James Gandolfini, 51, who swaggered his way to fame as the murderous, clinically depressed mob boss on HBO's groundbreaking drama "The Sopranos," died Wednesday on vacation in Rome, Italy.
The cause of death was not immediately known but was initially attributed to either a heart attack or stroke.
On "The Sopranos," which was created by writer David Chase and ran on HBO from 1999 to 2007, Gandolfini played the barrel-chested New Jersey organized crime capo-turned-boss Tony Soprano, who alternated acts of mayhem, infidelity and family loyalty between anguished visits to his psychiatrist, Dr. Melfi (Lorraine Bracco). His regular haunt was the Bada Bing, a strip club where he often ran his underworld enterprise.
In Gandolfini’s hands, a potentially unsympathetic and unrelatable character became a kind of post-modern Everyman, even down to his troubled relationship with wife Carmella (Edie Falco). He won three Emmy Awards for the role, now considered one of the hallmark characters of television drama.
“He was a genius,” Chase said in a statement. “Anyone who saw him even in the smallest of his performances knows that. He is one of the greatest actors of this or any time.”
“A great deal of that genius resided in those sad eyes. I remember telling him many times, ‘You don’t get it. You’re like Mozart.’ There would be silence at the other end of the phone. For [his wife Deborah Lin] and [children] Michael and Liliana this is crushing. And it’s bad for the rest of the world. He wasn’t easy sometimes. But he was my partner, he was my brother in ways I can’t explain and never will be able to explain.”
Gandolfini was born in Westwood, N.J., on Sept. 18, 1961. His mother, Joann, was a school cafeteria worker, and his father, Michael, was a janitor, bricklayer and cement mason.
His Italian immigrant parents spoke Italian at home but Gandolfini, one of three children, never learned the language although, he later told interviewers, he always understood when they were angry with him.
After attending public schools in Westwood, he entered Rutgers University, where he earned a bachelor’s degree in communications in 1983. He worked a variety of jobs over the next several years, including stints as a bouncer, bartender and truck driver. He especially enjoyed bartending until, he told Newsweek in 2001, “the waitresses got together and compared notes.”
Acting didn’t cross his mind until he was 25 and a friend took him to a class at the illustrious Actors Studio in New York. It terrified him but he was intrigued. “I’d never been around actors before,” he told an interviewer. “I said to myself, ‘These people are nuts; this is kind of interesting.’”
By the early 1990s he was landing parts, one of the earliest the role of Steve Hubbell in a Broadway revival of “A Streetcar Named Desire” and later joined its European tour.

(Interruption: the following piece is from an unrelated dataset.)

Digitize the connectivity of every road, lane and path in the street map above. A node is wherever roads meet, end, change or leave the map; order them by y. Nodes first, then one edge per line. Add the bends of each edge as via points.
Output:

He landed his first movie role in 1992 in director Sidney Lumet’s “A Stranger Among Us.” His bulky physique and heavy-lidded eyes tended to earn him parts playing thugs, as in “True Romance” (1993), a crime thriller that starred Christian Slater and Patricia Arquette.

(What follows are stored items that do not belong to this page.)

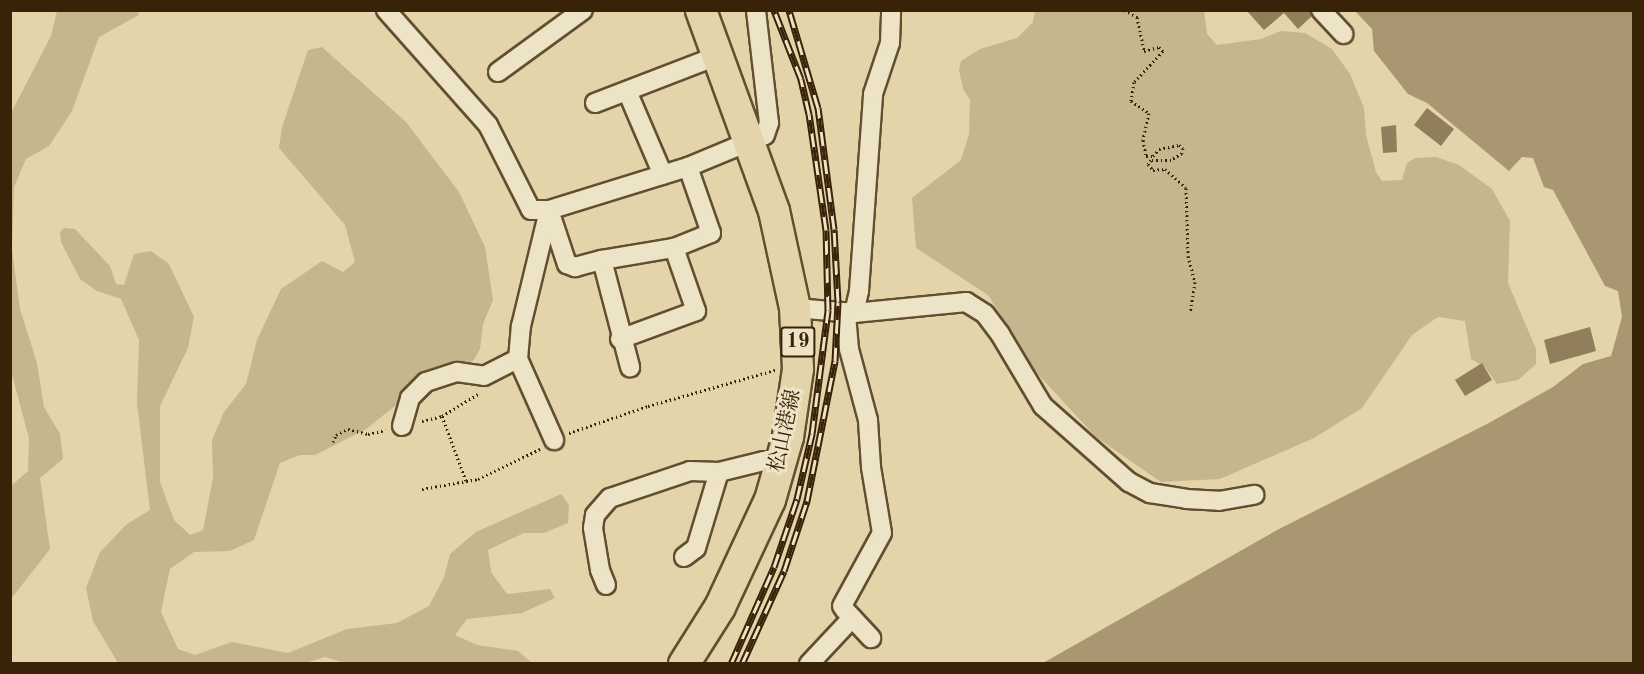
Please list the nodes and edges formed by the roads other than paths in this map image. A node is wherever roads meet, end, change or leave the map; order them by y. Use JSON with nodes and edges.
{"nodes":[{"id":1,"x":386,"y":10,"type":"edge"},
{"id":2,"x":583,"y":10,"type":"edge"},
{"id":3,"x":756,"y":10,"type":"edge"},
{"id":4,"x":891,"y":10,"type":"edge"},
{"id":5,"x":1321,"y":10,"type":"edge"},
{"id":6,"x":708,"y":13,"type":"edge"},
{"id":7,"x":1343,"y":34,"type":"dead end"},
{"id":8,"x":717,"y":56,"type":"junction"},
{"id":9,"x":498,"y":72,"type":"dead end"},
{"id":10,"x":627,"y":91,"type":"junction"},
{"id":11,"x":595,"y":103,"type":"dead end"},
{"id":12,"x":748,"y":143,"type":"junction"},
{"id":13,"x":688,"y":167,"type":"junction"},
{"id":14,"x":663,"y":175,"type":"junction"},
{"id":15,"x":549,"y":210,"type":"junction"},
{"id":16,"x":674,"y":248,"type":"junction"},
{"id":17,"x":602,"y":260,"type":"junction"},
{"id":18,"x":795,"y":308,"type":"junction"},
{"id":19,"x":850,"y":312,"type":"junction"},
{"id":20,"x":620,"y":339,"type":"junction"},
{"id":21,"x":518,"y":359,"type":"junction"},
{"id":22,"x":630,"y":366,"type":"dead end"},
{"id":23,"x":402,"y":426,"type":"dead end"},
{"id":24,"x":554,"y":440,"type":"road end"},
{"id":25,"x":780,"y":466,"type":"junction"},
{"id":26,"x":719,"y":472,"type":"junction"},
{"id":27,"x":1254,"y":495,"type":"dead end"},
{"id":28,"x":684,"y":557,"type":"dead end"},
{"id":29,"x":606,"y":585,"type":"dead end"},
{"id":30,"x":842,"y":607,"type":"junction"},
{"id":31,"x":871,"y":638,"type":"dead end"},
{"id":32,"x":684,"y":663,"type":"edge"},
{"id":33,"x":809,"y":663,"type":"edge"}],
"edges":[{"from":1,"to":15,"type":"street"},
{"from":2,"to":9,"type":"street"},
{"from":3,"to":12,"type":"street"},
{"from":4,"to":19,"type":"street"},
{"from":5,"to":7,"type":"street"},
{"from":6,"to":8,"type":"main road","name":"松山港線","number":"19"},
{"from":8,"to":10,"type":"street"},
{"from":8,"to":12,"type":"main road","name":"松山港線","number":"19"},
{"from":10,"to":11,"type":"street"},
{"from":10,"to":14,"type":"street"},
{"from":12,"to":13,"type":"street"},
{"from":12,"to":18,"type":"main road","name":"松山港線","number":"19"},
{"from":13,"to":14,"type":"street"},
{"from":13,"to":16,"type":"street"},
{"from":14,"to":15,"type":"street"},
{"from":15,"to":17,"type":"street"},
{"from":15,"to":21,"type":"street"},
{"from":16,"to":17,"type":"street"},
{"from":16,"to":20,"type":"street"},
{"from":17,"to":20,"type":"street"},
{"from":18,"to":19,"type":"street"},
{"from":18,"to":25,"type":"main road","name":"松山港線","number":"19"},
{"from":19,"to":27,"type":"street"},
{"from":19,"to":30,"type":"street"},
{"from":20,"to":22,"type":"street"},
{"from":21,"to":23,"type":"street"},
{"from":21,"to":24,"type":"street"},
{"from":25,"to":26,"type":"street"},
{"from":25,"to":32,"type":"main road","name":"松山港線","number":"19"},
{"from":26,"to":28,"type":"street"},
{"from":26,"to":29,"type":"street"},
{"from":30,"to":31,"type":"street"},
{"from":30,"to":33,"type":"street"}]}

In that movie, directed by Tony Scott and written by Quentin Tarantino, Gandolfini throws a bloodied Arquette through a glass shower door. That performance brought him to the attention of David Chase, who was searching for an unknown or barely known Italian actor to play Tony Soprano.
When Gandolfini read the script, he told Vanity Fair in 2007, “I laughed my ass off. I was like, This is really different and good, and odd. I thought, I’ve never been the lead before. They’re gonna hire somebody else. But I knew I could do it. I have small amounts of Mr. Soprano in me. I was 35, a lunatic, a madman.”
“We're all in shock and feeling immeasurable sadness at the loss of a beloved member of our family,” said a statement from HBO Wednesday. “He was special man, a great talent, but more importantly a gentle and loving person who treated everyone no matter their title or position with equal respect. He touched so many of us over the years with his humor, his warmth and his humility. Our hearts go out to his wife and children during this terrible time. He will be deeply missed by all of us. “
Though best-known for his Tony Soprano character, Gandolfini also had a raft of character parts in films, including a blustery general in the political satire "In the Loop" in 2009 and as Leon Panetta in "Zero Dark Thirty," both last year.
He also, eerily, had a supporting role opposite Saiorse Ronan in the recent quirky indie "Violet & Daisy," playing a depressive on the verge of suicide.